Work order
Your response should contain every line from the data below that holds the string "path".

Material to process
┄┄┄┄┄┄┄┄┄┄┄┄┄┄┄┄┄┄┄┄

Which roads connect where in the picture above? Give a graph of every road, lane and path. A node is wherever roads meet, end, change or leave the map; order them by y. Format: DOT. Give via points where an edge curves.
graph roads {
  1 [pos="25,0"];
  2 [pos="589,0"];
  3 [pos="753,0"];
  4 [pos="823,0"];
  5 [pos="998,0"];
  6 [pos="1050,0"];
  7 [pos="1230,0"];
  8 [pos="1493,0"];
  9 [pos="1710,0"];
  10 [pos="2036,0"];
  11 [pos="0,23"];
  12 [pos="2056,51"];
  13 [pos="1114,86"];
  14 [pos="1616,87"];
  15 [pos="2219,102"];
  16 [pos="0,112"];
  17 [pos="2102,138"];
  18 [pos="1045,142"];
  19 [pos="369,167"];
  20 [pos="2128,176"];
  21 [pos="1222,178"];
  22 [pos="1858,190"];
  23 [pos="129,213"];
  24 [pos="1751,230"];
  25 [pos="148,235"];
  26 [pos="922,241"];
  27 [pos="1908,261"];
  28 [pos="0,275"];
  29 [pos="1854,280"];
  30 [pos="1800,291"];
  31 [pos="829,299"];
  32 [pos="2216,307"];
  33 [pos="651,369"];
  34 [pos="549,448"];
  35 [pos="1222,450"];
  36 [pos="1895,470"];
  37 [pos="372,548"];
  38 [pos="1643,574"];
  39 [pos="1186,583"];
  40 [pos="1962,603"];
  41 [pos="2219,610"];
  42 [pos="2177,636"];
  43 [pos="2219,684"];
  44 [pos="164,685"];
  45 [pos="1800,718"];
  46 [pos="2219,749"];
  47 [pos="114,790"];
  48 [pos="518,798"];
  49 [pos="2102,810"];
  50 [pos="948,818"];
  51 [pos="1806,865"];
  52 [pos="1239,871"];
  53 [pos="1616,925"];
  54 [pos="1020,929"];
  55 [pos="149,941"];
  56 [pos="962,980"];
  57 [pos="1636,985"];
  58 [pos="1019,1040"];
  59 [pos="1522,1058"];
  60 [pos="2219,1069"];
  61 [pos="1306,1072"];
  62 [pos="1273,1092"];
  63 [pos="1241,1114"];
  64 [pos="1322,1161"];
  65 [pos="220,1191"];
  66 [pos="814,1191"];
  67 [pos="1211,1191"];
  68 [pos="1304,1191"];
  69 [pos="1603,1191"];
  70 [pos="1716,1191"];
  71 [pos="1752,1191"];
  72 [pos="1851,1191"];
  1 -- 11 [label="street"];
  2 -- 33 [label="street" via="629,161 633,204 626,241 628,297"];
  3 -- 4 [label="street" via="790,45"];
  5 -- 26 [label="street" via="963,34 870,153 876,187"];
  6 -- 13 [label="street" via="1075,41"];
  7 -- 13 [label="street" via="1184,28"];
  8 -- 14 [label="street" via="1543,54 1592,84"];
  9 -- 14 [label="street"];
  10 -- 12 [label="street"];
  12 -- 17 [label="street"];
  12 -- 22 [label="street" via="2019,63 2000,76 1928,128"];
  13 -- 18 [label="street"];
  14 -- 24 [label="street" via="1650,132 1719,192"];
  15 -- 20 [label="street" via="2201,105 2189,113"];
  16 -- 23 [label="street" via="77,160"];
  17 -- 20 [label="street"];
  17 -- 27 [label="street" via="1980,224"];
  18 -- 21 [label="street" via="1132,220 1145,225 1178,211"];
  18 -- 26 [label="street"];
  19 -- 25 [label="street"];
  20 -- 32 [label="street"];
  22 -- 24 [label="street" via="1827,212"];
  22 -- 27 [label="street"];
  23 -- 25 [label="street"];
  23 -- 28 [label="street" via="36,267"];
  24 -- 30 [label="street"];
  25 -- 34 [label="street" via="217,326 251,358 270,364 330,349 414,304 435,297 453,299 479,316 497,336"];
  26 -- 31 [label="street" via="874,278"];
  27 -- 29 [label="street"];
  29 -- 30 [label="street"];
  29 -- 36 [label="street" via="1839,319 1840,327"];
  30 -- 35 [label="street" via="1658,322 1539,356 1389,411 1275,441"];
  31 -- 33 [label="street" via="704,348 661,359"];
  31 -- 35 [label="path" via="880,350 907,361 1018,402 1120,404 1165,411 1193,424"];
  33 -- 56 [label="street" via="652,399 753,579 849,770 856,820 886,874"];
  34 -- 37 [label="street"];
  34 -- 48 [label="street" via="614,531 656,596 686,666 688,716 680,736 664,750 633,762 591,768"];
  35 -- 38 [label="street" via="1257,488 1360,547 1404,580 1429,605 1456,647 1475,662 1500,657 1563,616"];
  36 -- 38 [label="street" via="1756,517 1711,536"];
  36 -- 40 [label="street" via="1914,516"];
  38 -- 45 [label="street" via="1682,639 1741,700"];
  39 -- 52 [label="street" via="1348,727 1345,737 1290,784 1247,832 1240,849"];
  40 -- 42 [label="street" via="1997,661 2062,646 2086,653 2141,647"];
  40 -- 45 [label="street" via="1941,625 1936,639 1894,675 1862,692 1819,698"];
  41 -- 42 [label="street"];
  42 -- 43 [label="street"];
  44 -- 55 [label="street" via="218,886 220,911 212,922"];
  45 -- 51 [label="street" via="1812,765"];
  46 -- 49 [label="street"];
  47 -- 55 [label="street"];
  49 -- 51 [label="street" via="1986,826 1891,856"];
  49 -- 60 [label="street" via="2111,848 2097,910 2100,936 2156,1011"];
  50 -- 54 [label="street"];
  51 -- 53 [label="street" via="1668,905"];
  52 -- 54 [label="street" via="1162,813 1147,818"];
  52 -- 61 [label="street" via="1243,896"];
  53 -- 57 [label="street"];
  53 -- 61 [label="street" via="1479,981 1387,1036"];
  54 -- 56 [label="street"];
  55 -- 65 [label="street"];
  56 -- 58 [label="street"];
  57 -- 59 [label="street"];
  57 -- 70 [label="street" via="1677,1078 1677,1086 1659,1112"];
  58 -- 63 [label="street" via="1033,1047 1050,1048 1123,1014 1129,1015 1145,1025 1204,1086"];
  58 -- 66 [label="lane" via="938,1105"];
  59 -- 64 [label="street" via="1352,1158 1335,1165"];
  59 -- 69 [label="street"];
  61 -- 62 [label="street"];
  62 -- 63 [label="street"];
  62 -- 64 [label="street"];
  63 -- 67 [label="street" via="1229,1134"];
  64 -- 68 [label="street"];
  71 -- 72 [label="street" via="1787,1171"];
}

┄┄┄┄┄┄┄┄┄┄┄┄┄┄┄┄┄┄┄┄

Response below
Which roads connect where in the picture above? Give a graph of every road, lane and path. A node is wherever roads meet, end, change or leave the map; order them by y. Format: DOT. Give via points where an edge curves.
  31 -- 35 [label="path" via="880,350 907,361 1018,402 1120,404 1165,411 1193,424"];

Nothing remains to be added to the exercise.